(Stored data)
━━━━━━━━━━━━━━━━

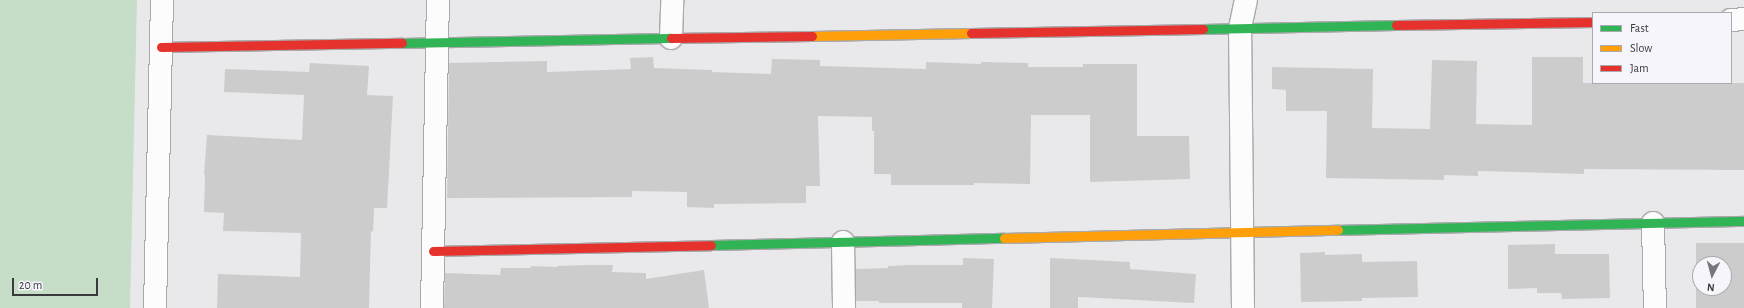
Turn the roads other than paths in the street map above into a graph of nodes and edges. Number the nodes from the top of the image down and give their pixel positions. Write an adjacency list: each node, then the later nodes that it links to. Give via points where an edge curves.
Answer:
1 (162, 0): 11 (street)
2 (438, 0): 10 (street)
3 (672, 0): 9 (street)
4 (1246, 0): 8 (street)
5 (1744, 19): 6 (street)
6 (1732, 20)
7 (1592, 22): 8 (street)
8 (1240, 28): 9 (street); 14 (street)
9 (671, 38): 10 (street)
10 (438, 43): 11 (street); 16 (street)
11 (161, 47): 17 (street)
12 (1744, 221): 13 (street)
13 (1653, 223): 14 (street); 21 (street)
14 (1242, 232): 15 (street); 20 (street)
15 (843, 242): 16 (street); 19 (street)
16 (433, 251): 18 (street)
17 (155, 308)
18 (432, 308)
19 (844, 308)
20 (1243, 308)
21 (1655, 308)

━━━━━━━━━━━━━━━━

Task to carry out ▸ Reproduce every line of the data above, exactly as it stands, but not the pictures.

Solved exercise ▸
Turn the roads other than paths in the street map above into a graph of nodes and edges. Number the nodes from the top of the image down and give their pixel positions. Write an adjacency list: each node, then the later nodes that it links to. Give via points where an edge curves.
Answer:
1 (162, 0): 11 (street)
2 (438, 0): 10 (street)
3 (672, 0): 9 (street)
4 (1246, 0): 8 (street)
5 (1744, 19): 6 (street)
6 (1732, 20)
7 (1592, 22): 8 (street)
8 (1240, 28): 9 (street); 14 (street)
9 (671, 38): 10 (street)
10 (438, 43): 11 (street); 16 (street)
11 (161, 47): 17 (street)
12 (1744, 221): 13 (street)
13 (1653, 223): 14 (street); 21 (street)
14 (1242, 232): 15 (street); 20 (street)
15 (843, 242): 16 (street); 19 (street)
16 (433, 251): 18 (street)
17 (155, 308)
18 (432, 308)
19 (844, 308)
20 (1243, 308)
21 (1655, 308)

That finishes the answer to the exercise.